[TASK STATEMENT] The response must restate the data exactly, with nothing left out.

[RECORDS TO USE]
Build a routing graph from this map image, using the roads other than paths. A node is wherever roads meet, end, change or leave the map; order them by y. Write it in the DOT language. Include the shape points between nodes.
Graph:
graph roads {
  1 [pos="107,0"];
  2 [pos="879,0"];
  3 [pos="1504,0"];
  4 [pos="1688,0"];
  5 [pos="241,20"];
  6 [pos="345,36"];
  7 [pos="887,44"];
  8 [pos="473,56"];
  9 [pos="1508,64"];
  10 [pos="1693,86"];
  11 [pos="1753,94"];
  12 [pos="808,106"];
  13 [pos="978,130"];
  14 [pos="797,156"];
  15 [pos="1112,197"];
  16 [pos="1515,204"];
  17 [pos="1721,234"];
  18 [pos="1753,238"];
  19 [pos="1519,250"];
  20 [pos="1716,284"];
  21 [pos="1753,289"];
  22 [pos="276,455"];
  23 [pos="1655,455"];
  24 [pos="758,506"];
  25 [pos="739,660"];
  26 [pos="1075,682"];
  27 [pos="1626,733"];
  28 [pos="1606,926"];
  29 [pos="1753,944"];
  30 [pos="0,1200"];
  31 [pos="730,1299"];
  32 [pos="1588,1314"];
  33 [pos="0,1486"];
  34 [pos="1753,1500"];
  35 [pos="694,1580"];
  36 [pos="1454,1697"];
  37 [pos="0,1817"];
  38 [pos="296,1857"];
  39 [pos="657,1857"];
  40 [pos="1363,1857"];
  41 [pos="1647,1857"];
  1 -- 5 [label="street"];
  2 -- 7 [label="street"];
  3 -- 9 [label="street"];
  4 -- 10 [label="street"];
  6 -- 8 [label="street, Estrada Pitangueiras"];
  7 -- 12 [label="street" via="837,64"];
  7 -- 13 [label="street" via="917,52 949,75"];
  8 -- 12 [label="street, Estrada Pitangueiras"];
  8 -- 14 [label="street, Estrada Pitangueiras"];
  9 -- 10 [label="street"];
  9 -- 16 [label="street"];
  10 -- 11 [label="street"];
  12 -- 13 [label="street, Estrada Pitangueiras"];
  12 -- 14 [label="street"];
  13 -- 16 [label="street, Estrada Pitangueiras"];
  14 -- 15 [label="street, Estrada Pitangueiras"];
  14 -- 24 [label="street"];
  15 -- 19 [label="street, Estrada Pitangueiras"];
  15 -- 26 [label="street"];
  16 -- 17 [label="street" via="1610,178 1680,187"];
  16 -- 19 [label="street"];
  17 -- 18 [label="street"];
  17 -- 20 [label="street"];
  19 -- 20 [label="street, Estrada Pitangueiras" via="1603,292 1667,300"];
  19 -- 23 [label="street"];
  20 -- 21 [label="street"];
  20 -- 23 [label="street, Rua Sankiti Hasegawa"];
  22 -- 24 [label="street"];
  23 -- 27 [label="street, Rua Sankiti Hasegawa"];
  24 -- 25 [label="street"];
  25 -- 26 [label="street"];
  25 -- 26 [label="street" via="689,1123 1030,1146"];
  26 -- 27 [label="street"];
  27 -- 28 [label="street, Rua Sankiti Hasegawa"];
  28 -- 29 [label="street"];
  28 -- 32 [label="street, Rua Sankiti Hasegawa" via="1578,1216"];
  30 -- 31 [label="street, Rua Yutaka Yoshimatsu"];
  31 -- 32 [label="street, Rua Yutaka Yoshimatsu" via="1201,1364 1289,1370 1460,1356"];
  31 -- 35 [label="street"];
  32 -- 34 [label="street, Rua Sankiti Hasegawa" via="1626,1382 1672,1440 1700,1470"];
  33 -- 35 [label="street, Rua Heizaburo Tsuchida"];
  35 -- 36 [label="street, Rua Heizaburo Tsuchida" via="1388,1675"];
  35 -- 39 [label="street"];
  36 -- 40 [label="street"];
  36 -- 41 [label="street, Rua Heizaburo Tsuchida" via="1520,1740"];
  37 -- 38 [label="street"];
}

[EXPECTED ANSWER]
Build a routing graph from this map image, using the roads other than paths. A node is wherever roads meet, end, change or leave the map; order them by y. Write it in the DOT language. Include the shape points between nodes.
Graph:
graph roads {
  1 [pos="107,0"];
  2 [pos="879,0"];
  3 [pos="1504,0"];
  4 [pos="1688,0"];
  5 [pos="241,20"];
  6 [pos="345,36"];
  7 [pos="887,44"];
  8 [pos="473,56"];
  9 [pos="1508,64"];
  10 [pos="1693,86"];
  11 [pos="1753,94"];
  12 [pos="808,106"];
  13 [pos="978,130"];
  14 [pos="797,156"];
  15 [pos="1112,197"];
  16 [pos="1515,204"];
  17 [pos="1721,234"];
  18 [pos="1753,238"];
  19 [pos="1519,250"];
  20 [pos="1716,284"];
  21 [pos="1753,289"];
  22 [pos="276,455"];
  23 [pos="1655,455"];
  24 [pos="758,506"];
  25 [pos="739,660"];
  26 [pos="1075,682"];
  27 [pos="1626,733"];
  28 [pos="1606,926"];
  29 [pos="1753,944"];
  30 [pos="0,1200"];
  31 [pos="730,1299"];
  32 [pos="1588,1314"];
  33 [pos="0,1486"];
  34 [pos="1753,1500"];
  35 [pos="694,1580"];
  36 [pos="1454,1697"];
  37 [pos="0,1817"];
  38 [pos="296,1857"];
  39 [pos="657,1857"];
  40 [pos="1363,1857"];
  41 [pos="1647,1857"];
  1 -- 5 [label="street"];
  2 -- 7 [label="street"];
  3 -- 9 [label="street"];
  4 -- 10 [label="street"];
  6 -- 8 [label="street, Estrada Pitangueiras"];
  7 -- 12 [label="street" via="837,64"];
  7 -- 13 [label="street" via="917,52 949,75"];
  8 -- 12 [label="street, Estrada Pitangueiras"];
  8 -- 14 [label="street, Estrada Pitangueiras"];
  9 -- 10 [label="street"];
  9 -- 16 [label="street"];
  10 -- 11 [label="street"];
  12 -- 13 [label="street, Estrada Pitangueiras"];
  12 -- 14 [label="street"];
  13 -- 16 [label="street, Estrada Pitangueiras"];
  14 -- 15 [label="street, Estrada Pitangueiras"];
  14 -- 24 [label="street"];
  15 -- 19 [label="street, Estrada Pitangueiras"];
  15 -- 26 [label="street"];
  16 -- 17 [label="street" via="1610,178 1680,187"];
  16 -- 19 [label="street"];
  17 -- 18 [label="street"];
  17 -- 20 [label="street"];
  19 -- 20 [label="street, Estrada Pitangueiras" via="1603,292 1667,300"];
  19 -- 23 [label="street"];
  20 -- 21 [label="street"];
  20 -- 23 [label="street, Rua Sankiti Hasegawa"];
  22 -- 24 [label="street"];
  23 -- 27 [label="street, Rua Sankiti Hasegawa"];
  24 -- 25 [label="street"];
  25 -- 26 [label="street"];
  25 -- 26 [label="street" via="689,1123 1030,1146"];
  26 -- 27 [label="street"];
  27 -- 28 [label="street, Rua Sankiti Hasegawa"];
  28 -- 29 [label="street"];
  28 -- 32 [label="street, Rua Sankiti Hasegawa" via="1578,1216"];
  30 -- 31 [label="street, Rua Yutaka Yoshimatsu"];
  31 -- 32 [label="street, Rua Yutaka Yoshimatsu" via="1201,1364 1289,1370 1460,1356"];
  31 -- 35 [label="street"];
  32 -- 34 [label="street, Rua Sankiti Hasegawa" via="1626,1382 1672,1440 1700,1470"];
  33 -- 35 [label="street, Rua Heizaburo Tsuchida"];
  35 -- 36 [label="street, Rua Heizaburo Tsuchida" via="1388,1675"];
  35 -- 39 [label="street"];
  36 -- 40 [label="street"];
  36 -- 41 [label="street, Rua Heizaburo Tsuchida" via="1520,1740"];
  37 -- 38 [label="street"];
}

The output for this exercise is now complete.